**ABOUT THIS TASK**:
Nothing but the pictures should be dropped; repeat the rest of the data below exactly.

# # # # # # #

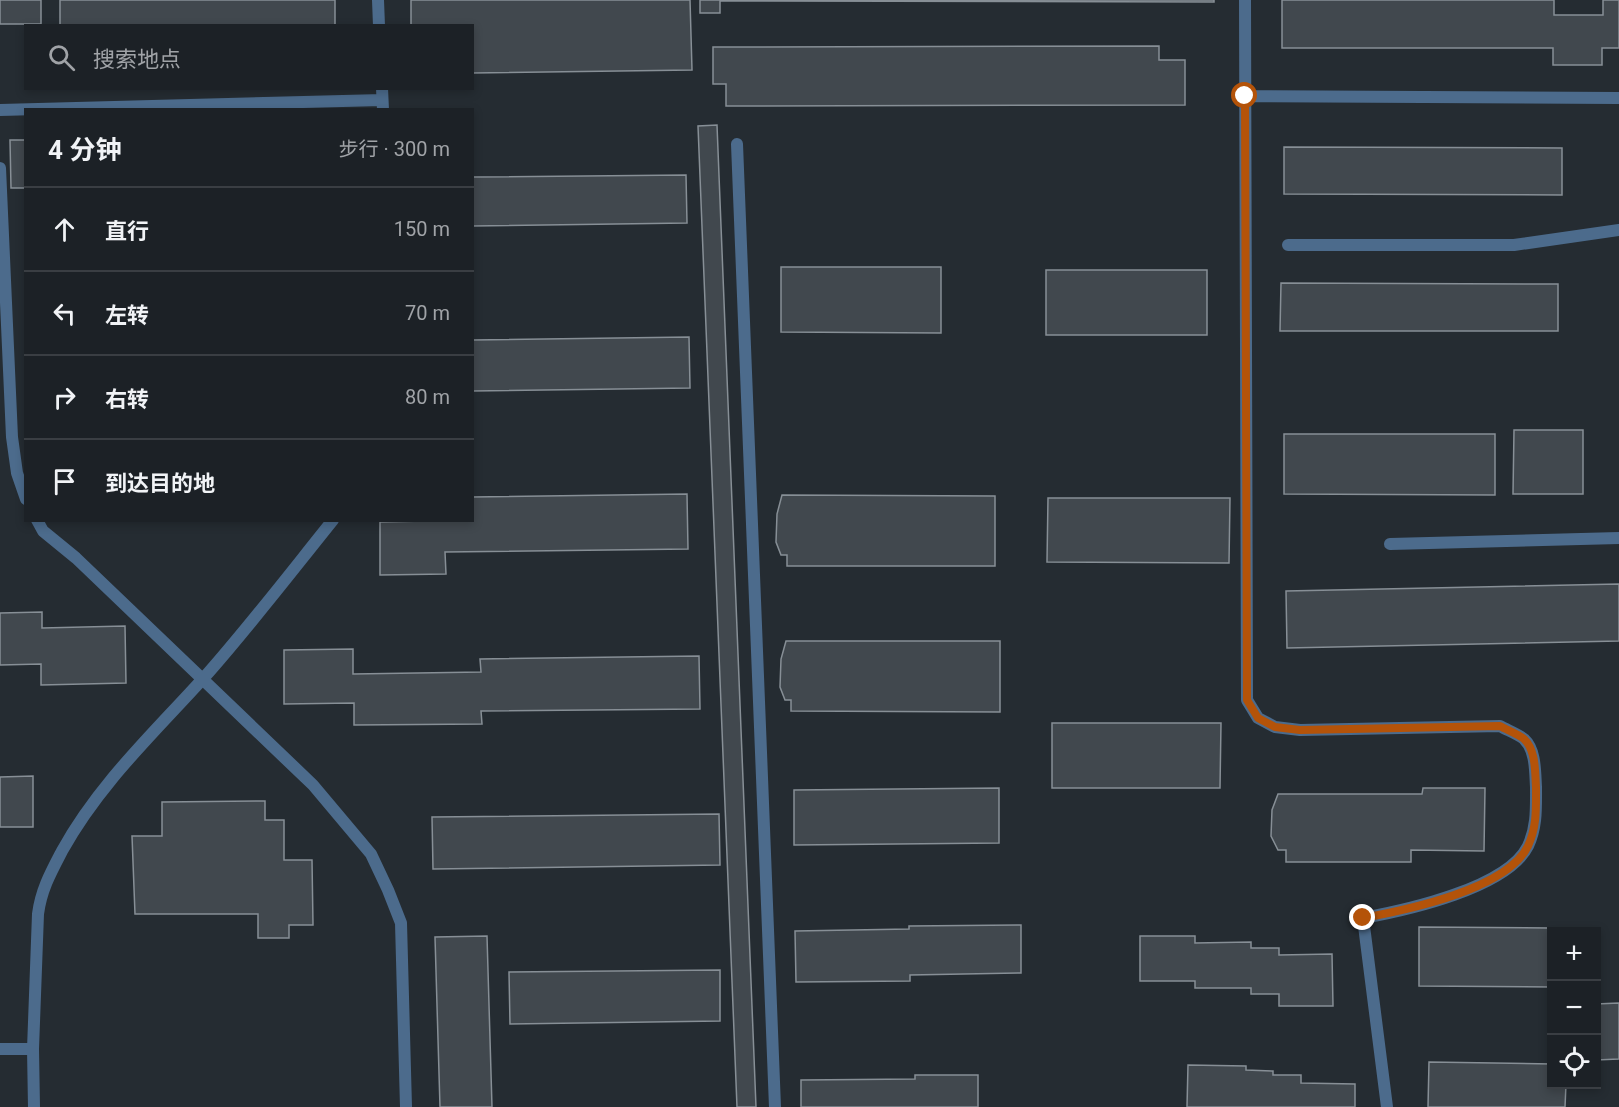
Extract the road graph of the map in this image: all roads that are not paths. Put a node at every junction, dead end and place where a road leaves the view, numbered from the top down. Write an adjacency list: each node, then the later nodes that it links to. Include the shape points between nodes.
1 (378, 0): 3 (lane)
2 (1245, 0): 4 (lane)
3 (379, 24)
4 (1245, 96): 5 (lane); 26 (lane, via 1247,700 1258,718 1275,727 1300,730 1500,726 1525,740 1535,761 1536,820 1527,847 1508,868 1432,903 1363,918)
5 (1619, 98)
6 (382, 99): 7 (lane)
7 (69, 108)
8 (24, 109): 9 (lane)
9 (0, 110)
10 (737, 144): 25 (lane)
11 (0, 168): 14 (lane)
12 (1619, 231): 13 (lane, via 1514,245)
13 (1288, 245)
14 (5, 411): 15 (lane)
15 (24, 493)
16 (38, 522): 20 (lane, via 43,531)
17 (331, 522): 20 (lane)
18 (1619, 538): 19 (lane)
19 (1390, 544)
20 (202, 679): 22 (lane, via 113,776 78,822 49,875 38,914); 24 (lane, via 313,784 371,854 401,923)
21 (0, 1049): 22 (lane)
22 (33, 1049): 23 (lane)
23 (34, 1107)
24 (406, 1107)
25 (775, 1107)
26 (1387, 1107)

# # # # # # #

**SOLUTION TO THE EXERCISE**:
Extract the road graph of the map in this image: all roads that are not paths. Put a node at every junction, dead end and place where a road leaves the view, numbered from the top down. Write an adjacency list: each node, then the later nodes that it links to. Include the shape points between nodes.
1 (378, 0): 3 (lane)
2 (1245, 0): 4 (lane)
3 (379, 24)
4 (1245, 96): 5 (lane); 26 (lane, via 1247,700 1258,718 1275,727 1300,730 1500,726 1525,740 1535,761 1536,820 1527,847 1508,868 1432,903 1363,918)
5 (1619, 98)
6 (382, 99): 7 (lane)
7 (69, 108)
8 (24, 109): 9 (lane)
9 (0, 110)
10 (737, 144): 25 (lane)
11 (0, 168): 14 (lane)
12 (1619, 231): 13 (lane, via 1514,245)
13 (1288, 245)
14 (5, 411): 15 (lane)
15 (24, 493)
16 (38, 522): 20 (lane, via 43,531)
17 (331, 522): 20 (lane)
18 (1619, 538): 19 (lane)
19 (1390, 544)
20 (202, 679): 22 (lane, via 113,776 78,822 49,875 38,914); 24 (lane, via 313,784 371,854 401,923)
21 (0, 1049): 22 (lane)
22 (33, 1049): 23 (lane)
23 (34, 1107)
24 (406, 1107)
25 (775, 1107)
26 (1387, 1107)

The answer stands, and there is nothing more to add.